6. Quando você se estressa para conseguir que alguém corte seu cabelo minimamente razoável.. e se dá conta de que ninguem aparentemente sabe cortar cabelo cacheado.

7. Quando você percebe que os valores e experiências que moldaram sua vida e dão base à sua percepção de mundo são diferentes das demais pessoas. Dessa forma, o que é engraçado, bonito, prazeroso, interessante (etc) pra você, muitas fezes não faz o menor sentido pros outros.

8. Quando 1,78 metros vira 5 pés e 10 polegadas, 75 kg. vira 165 libras, uma taça de vinho se tranforma em 8 ounces of wine e quando no aquecimento você tem que saltar a cada 20 jardas ao invés de 18 metros.

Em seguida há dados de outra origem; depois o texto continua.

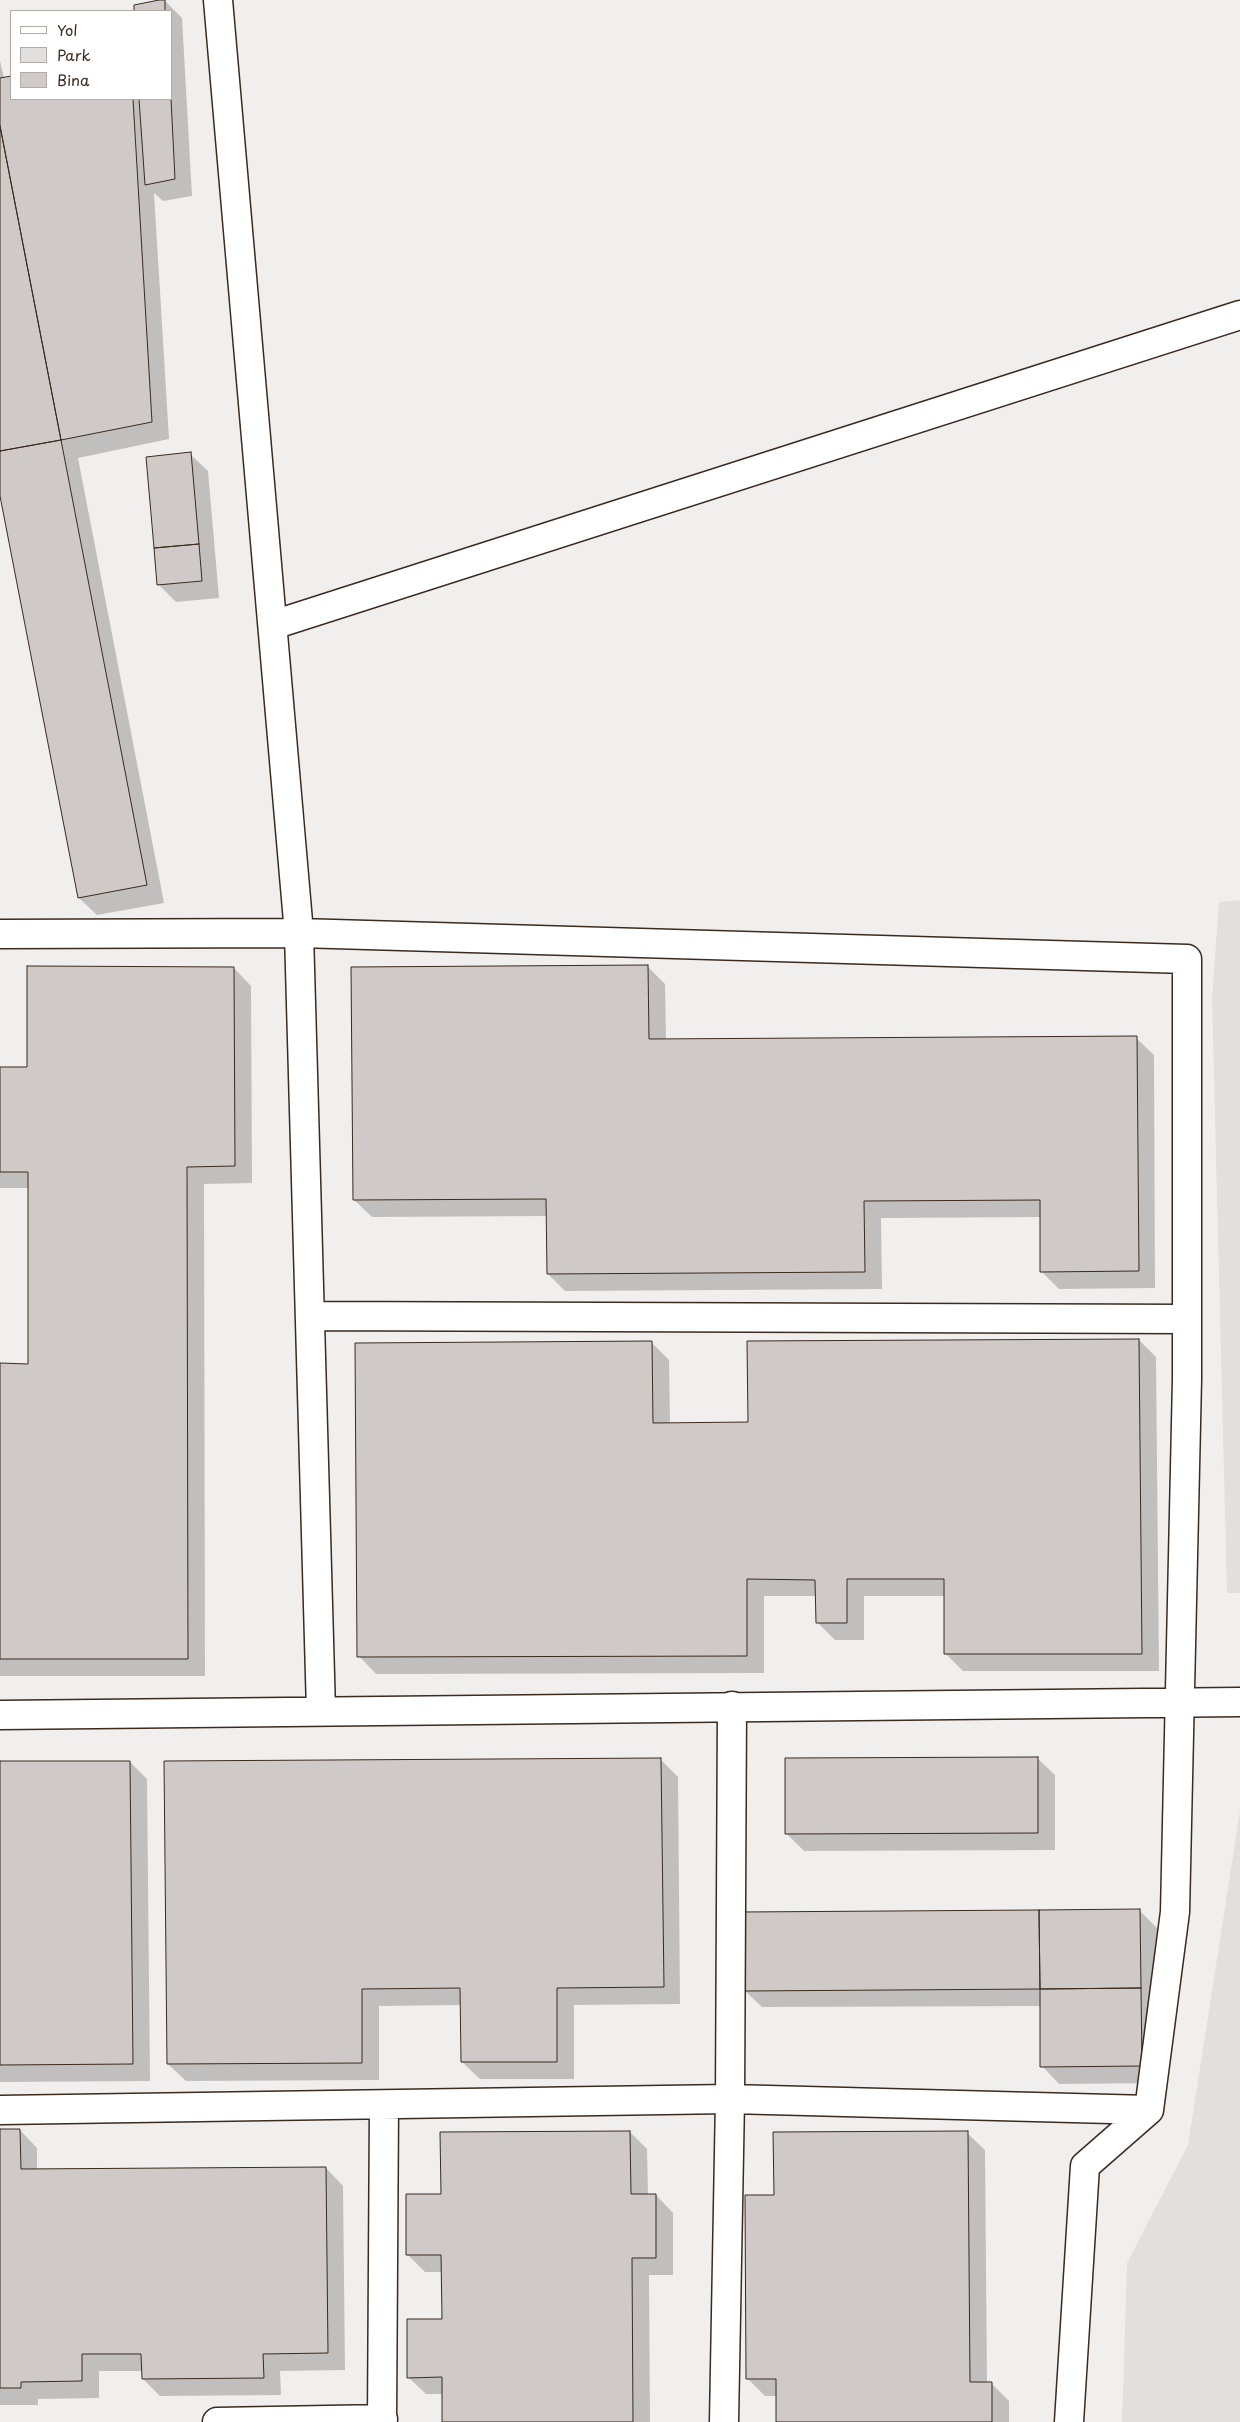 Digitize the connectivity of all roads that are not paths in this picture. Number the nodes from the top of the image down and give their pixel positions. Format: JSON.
{"nodes":[{"id":1,"x":218,"y":0,"type":"edge"},
{"id":2,"x":1240,"y":316,"type":"edge"},
{"id":3,"x":272,"y":624,"type":"junction"},
{"id":4,"x":299,"y":933,"type":"junction"},
{"id":5,"x":0,"y":934,"type":"edge"},
{"id":6,"x":310,"y":1316,"type":"junction"},
{"id":7,"x":1187,"y":1319,"type":"junction"},
{"id":8,"x":1180,"y":1701,"type":"junction"},
{"id":9,"x":1240,"y":1702,"type":"edge"},
{"id":10,"x":732,"y":1706,"type":"junction"},
{"id":11,"x":321,"y":1711,"type":"junction"},
{"id":12,"x":0,"y":1715,"type":"edge"},
{"id":13,"x":730,"y":2099,"type":"junction"},
{"id":14,"x":384,"y":2105,"type":"junction"},
{"id":15,"x":0,"y":2110,"type":"edge"},
{"id":16,"x":1149,"y":2110,"type":"junction"},
{"id":17,"x":383,"y":2420,"type":"edge"},
{"id":18,"x":217,"y":2422,"type":"edge"},
{"id":19,"x":724,"y":2422,"type":"edge"},
{"id":20,"x":1069,"y":2422,"type":"edge"}],
"edges":[{"from":1,"to":3,"type":"street"},
{"from":2,"to":3,"type":"street"},
{"from":3,"to":4,"type":"street"},
{"from":4,"to":5,"type":"street"},
{"from":4,"to":6,"type":"street"},
{"from":4,"to":7,"type":"street"},
{"from":6,"to":7,"type":"street"},
{"from":6,"to":11,"type":"street"},
{"from":7,"to":8,"type":"street"},
{"from":8,"to":9,"type":"street"},
{"from":8,"to":10,"type":"street"},
{"from":8,"to":16,"type":"street"},
{"from":10,"to":11,"type":"street"},
{"from":10,"to":13,"type":"street"},
{"from":11,"to":12,"type":"street"},
{"from":13,"to":14,"type":"street"},
{"from":13,"to":16,"type":"street"},
{"from":13,"to":19,"type":"street"},
{"from":14,"to":15,"type":"street"},
{"from":14,"to":17,"type":"street"},
{"from":16,"to":20,"type":"street"},
{"from":17,"to":18,"type":"street"}]}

9. Quando tudo do seu país parece ser tão exótico ou perigoso, ou estranho aos olhos das pessoas. Será que é tão difícil entender que um brasileiro de olho puxado é apenas mais um de tantos brasileiros de olhos puxados e não um japonês, ou chinês, ou coreano? Por que um brasileiro branco não tem cara de brasileiro?

10. Quando o sol parece nascer às 9 horas e se pôr às 15, apesar de você muitas vezes não o ver por conta do tempo frio e fechado. (Acreditem, 4 horas de sol a menos faz TODA a diferença)

Enfim, há uma série de situações e poderíamos ficar o dia todo falando disso. O fato é que o estress causado por essas situações novas e diferentes,  a fatiga cognitiva, consequência de uma sobrecarga de informação, o choque de papéis e o próprio choque pessoal levam a um processo de choque cultural que vai lentamente afetando nossas vidas sem que nos demos conta. De repente já estamos cansados, tristes ou deprimidos e sem o menor controle de nossas vidas.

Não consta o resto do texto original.